Task details >> Every line from the first record below down to the line that includes "x r add y moveto" must be reproduced exactly; the pictures are not.

========================================

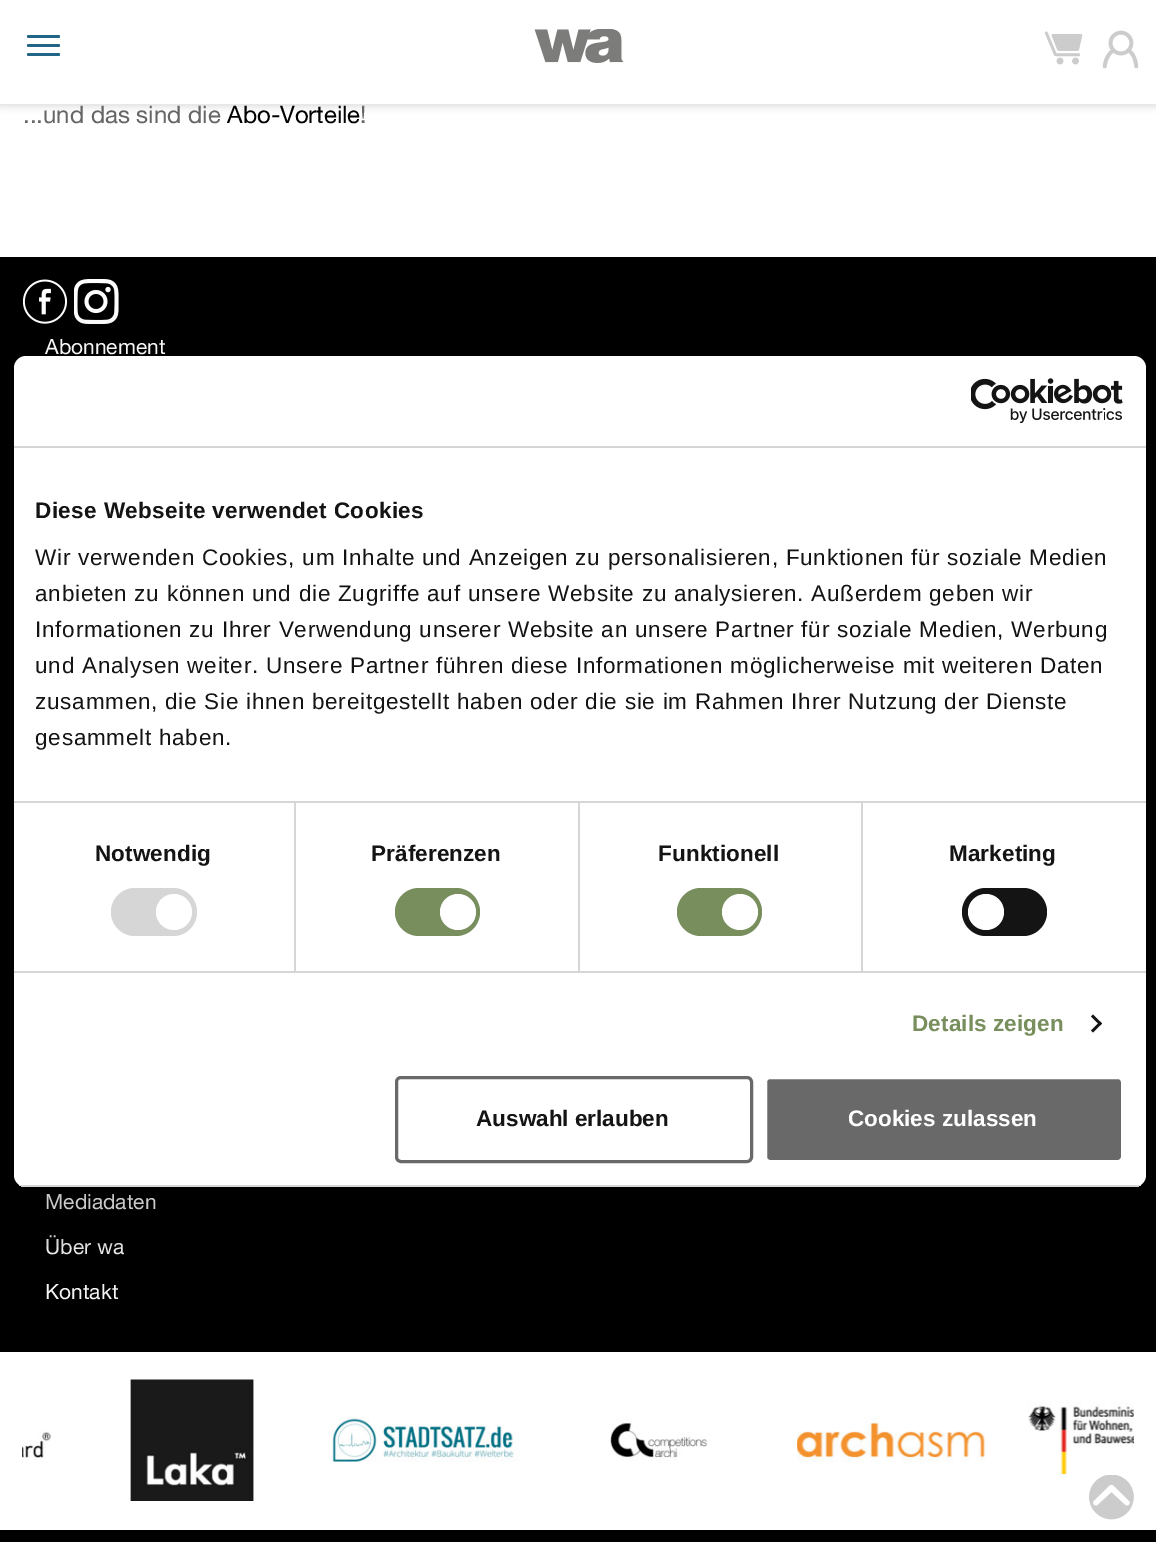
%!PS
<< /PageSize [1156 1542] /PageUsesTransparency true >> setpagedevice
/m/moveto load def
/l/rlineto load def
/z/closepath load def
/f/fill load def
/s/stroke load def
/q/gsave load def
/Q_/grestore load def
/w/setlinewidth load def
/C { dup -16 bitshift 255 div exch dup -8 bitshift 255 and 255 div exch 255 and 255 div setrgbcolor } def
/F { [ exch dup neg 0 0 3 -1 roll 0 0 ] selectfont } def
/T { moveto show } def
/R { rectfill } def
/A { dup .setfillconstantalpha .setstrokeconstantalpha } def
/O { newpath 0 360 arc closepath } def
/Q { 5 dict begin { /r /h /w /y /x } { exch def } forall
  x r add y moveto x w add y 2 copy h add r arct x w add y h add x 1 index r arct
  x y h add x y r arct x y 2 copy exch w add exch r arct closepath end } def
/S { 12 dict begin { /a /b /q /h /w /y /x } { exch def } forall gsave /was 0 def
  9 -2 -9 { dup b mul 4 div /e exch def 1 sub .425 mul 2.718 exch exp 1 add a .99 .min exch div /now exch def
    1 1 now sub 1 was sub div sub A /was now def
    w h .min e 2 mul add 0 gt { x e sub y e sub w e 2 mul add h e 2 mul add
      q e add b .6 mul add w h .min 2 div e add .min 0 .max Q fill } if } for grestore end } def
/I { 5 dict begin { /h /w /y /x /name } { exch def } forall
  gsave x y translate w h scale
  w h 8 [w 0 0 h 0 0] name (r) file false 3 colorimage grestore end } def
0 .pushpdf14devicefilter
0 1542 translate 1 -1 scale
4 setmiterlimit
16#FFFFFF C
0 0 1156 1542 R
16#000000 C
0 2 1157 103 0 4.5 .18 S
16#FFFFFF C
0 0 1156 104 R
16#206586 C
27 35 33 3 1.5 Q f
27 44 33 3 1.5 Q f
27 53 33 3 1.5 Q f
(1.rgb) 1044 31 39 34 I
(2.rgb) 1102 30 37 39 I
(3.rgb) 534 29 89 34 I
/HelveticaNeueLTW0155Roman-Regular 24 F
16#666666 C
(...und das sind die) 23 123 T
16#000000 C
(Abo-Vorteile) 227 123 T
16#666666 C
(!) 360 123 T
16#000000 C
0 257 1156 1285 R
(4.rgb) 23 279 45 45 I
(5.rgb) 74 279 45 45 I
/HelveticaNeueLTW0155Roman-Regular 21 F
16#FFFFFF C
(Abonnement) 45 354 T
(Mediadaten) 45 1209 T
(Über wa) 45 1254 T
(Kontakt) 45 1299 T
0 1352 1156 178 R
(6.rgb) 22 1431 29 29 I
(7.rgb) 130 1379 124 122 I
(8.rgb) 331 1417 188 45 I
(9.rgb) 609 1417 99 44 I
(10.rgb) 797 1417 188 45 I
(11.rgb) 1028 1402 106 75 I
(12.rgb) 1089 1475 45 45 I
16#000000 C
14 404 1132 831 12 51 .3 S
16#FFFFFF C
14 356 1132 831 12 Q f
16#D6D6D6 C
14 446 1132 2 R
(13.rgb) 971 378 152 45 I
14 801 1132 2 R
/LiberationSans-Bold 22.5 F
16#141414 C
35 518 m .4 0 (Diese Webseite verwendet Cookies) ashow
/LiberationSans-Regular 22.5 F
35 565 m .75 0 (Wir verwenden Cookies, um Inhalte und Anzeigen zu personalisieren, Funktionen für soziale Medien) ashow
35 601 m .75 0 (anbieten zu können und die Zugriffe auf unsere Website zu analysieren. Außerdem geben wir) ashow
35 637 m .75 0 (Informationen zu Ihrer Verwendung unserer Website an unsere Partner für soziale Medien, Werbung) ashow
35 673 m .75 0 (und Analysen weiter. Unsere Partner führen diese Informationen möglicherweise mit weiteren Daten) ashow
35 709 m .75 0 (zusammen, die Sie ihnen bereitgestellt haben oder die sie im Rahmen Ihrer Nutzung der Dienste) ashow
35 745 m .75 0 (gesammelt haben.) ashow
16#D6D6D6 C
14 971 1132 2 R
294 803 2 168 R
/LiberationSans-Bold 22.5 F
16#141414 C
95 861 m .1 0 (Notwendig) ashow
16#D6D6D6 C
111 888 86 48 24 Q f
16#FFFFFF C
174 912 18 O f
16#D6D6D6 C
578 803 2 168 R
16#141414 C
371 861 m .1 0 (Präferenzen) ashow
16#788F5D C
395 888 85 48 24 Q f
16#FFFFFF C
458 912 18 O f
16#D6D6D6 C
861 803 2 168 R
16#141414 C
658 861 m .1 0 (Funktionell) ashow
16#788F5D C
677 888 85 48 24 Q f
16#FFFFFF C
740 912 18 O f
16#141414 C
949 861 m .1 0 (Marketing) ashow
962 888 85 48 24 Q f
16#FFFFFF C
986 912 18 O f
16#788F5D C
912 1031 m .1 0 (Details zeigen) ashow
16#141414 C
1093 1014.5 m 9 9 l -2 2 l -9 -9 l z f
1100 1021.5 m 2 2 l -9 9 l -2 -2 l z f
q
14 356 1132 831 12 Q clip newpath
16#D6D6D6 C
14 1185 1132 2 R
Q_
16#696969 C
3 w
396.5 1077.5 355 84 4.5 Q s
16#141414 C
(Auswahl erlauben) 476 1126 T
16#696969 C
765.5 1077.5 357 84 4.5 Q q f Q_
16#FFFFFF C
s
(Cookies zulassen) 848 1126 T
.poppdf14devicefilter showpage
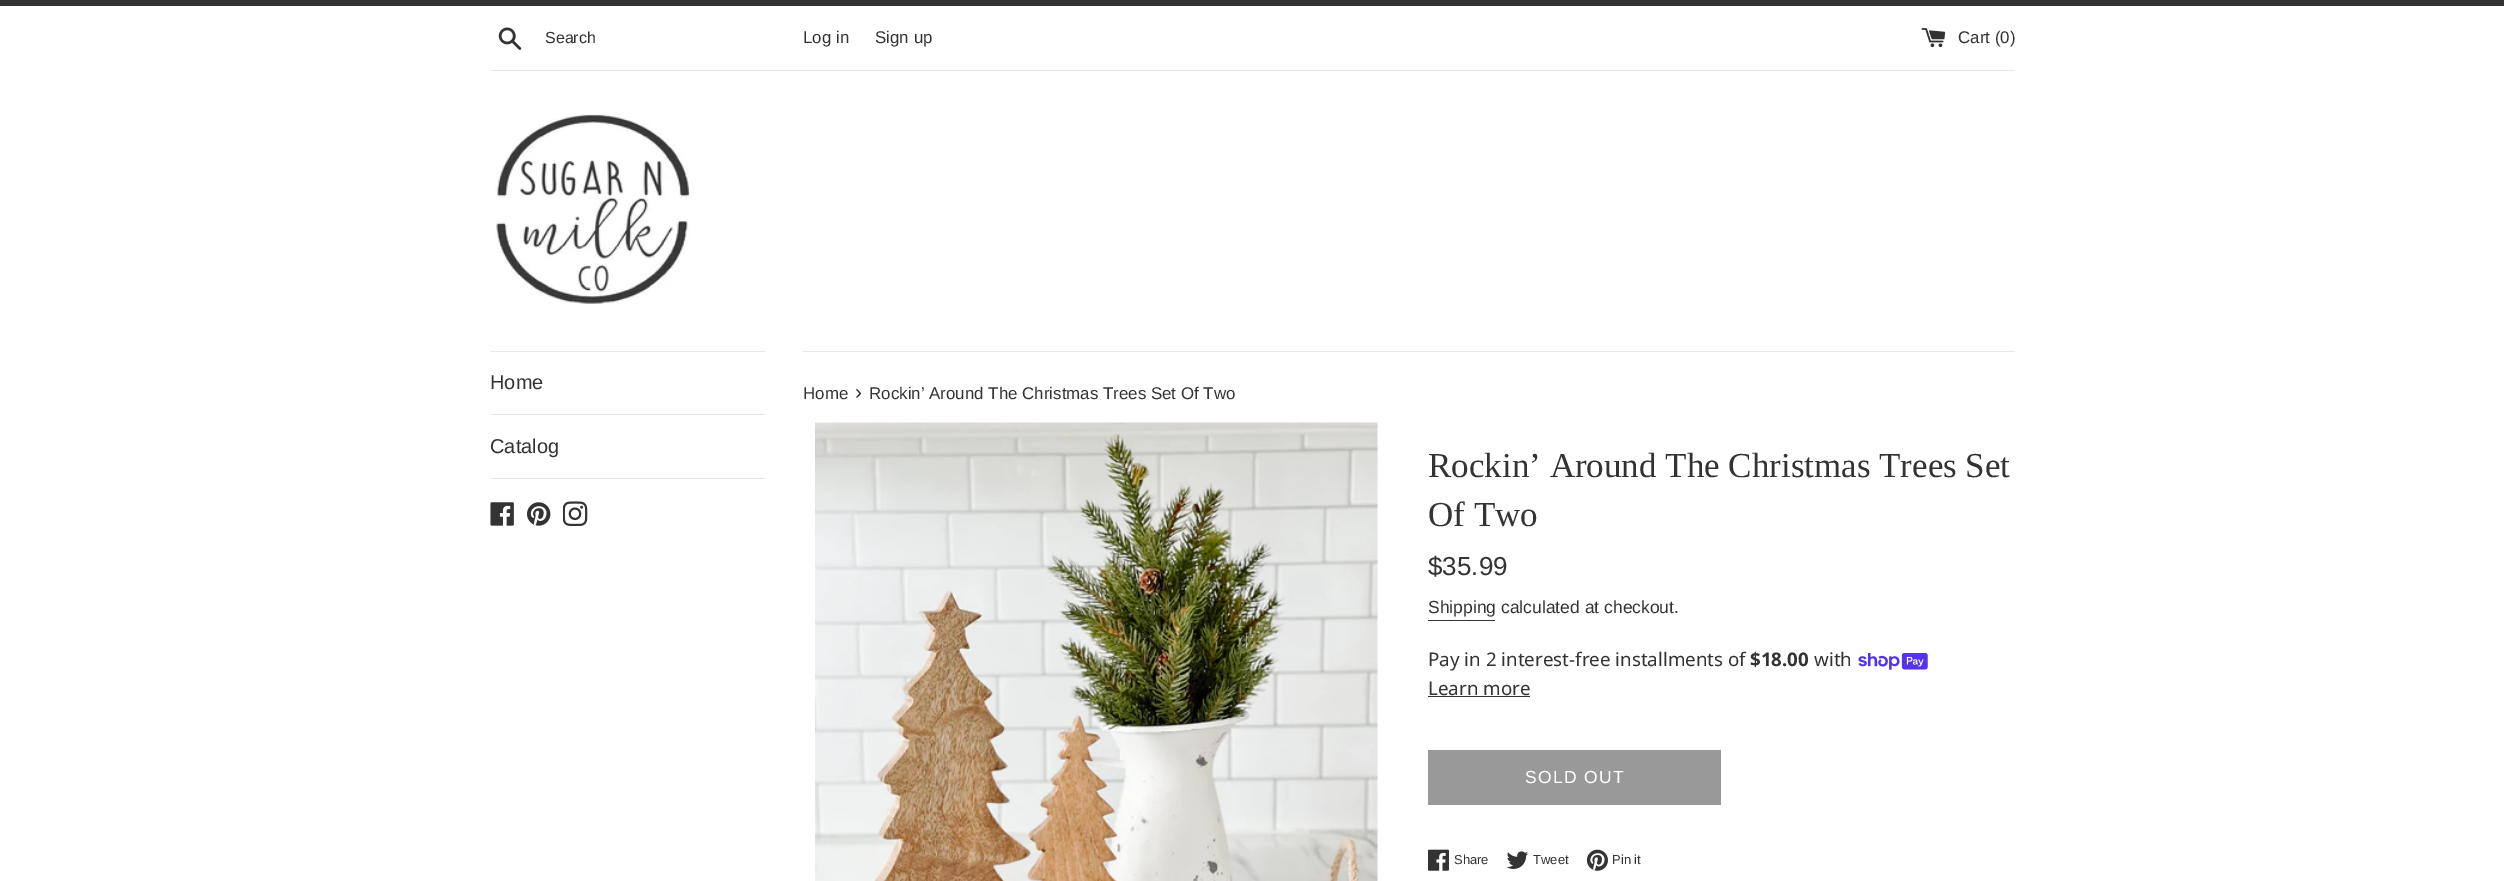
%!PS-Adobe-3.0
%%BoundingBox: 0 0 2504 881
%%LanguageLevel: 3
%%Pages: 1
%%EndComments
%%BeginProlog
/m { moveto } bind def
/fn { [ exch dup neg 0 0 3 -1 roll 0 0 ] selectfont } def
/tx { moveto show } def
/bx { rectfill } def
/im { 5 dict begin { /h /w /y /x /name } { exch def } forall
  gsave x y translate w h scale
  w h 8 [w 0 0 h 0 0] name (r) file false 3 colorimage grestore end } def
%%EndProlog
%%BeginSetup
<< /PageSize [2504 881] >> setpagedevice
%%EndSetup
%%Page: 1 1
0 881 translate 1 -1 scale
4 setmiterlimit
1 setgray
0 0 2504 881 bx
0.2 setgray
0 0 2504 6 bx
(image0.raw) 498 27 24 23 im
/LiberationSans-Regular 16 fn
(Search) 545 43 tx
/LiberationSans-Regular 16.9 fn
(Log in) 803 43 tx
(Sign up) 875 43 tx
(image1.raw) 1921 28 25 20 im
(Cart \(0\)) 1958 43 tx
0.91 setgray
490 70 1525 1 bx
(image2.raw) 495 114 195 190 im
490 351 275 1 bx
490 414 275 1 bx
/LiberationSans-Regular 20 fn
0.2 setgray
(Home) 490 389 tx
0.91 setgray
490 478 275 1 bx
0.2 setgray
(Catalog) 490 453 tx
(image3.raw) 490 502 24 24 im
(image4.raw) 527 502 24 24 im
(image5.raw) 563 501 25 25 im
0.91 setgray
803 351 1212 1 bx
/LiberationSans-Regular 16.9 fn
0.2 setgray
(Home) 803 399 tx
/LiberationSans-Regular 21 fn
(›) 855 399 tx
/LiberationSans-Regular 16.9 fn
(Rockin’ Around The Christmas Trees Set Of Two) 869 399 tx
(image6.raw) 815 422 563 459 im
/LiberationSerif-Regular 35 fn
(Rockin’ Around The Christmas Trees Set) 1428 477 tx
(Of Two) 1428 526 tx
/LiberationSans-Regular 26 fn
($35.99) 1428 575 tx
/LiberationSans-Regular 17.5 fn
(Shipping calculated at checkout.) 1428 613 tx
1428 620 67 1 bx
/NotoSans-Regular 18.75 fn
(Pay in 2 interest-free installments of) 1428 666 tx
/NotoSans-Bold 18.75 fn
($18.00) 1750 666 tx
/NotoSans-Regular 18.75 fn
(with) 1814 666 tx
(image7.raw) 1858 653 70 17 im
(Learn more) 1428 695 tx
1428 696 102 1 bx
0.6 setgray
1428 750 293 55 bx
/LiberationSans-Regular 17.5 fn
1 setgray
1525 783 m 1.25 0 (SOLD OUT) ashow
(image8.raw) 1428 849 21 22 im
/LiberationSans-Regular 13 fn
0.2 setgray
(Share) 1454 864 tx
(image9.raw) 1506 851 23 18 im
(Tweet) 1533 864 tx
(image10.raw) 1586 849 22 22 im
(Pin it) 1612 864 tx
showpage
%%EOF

========================================

Solution for this problem >>
%!PS
<< /PageSize [1156 1542] /PageUsesTransparency true >> setpagedevice
/m/moveto load def
/l/rlineto load def
/z/closepath load def
/f/fill load def
/s/stroke load def
/q/gsave load def
/Q_/grestore load def
/w/setlinewidth load def
/C { dup -16 bitshift 255 div exch dup -8 bitshift 255 and 255 div exch 255 and 255 div setrgbcolor } def
/F { [ exch dup neg 0 0 3 -1 roll 0 0 ] selectfont } def
/T { moveto show } def
/R { rectfill } def
/A { dup .setfillconstantalpha .setstrokeconstantalpha } def
/O { newpath 0 360 arc closepath } def
/Q { 5 dict begin { /r /h /w /y /x } { exch def } forall
  x r add y moveto x w add y 2 copy h add r arct x w add y h add x 1 index r arct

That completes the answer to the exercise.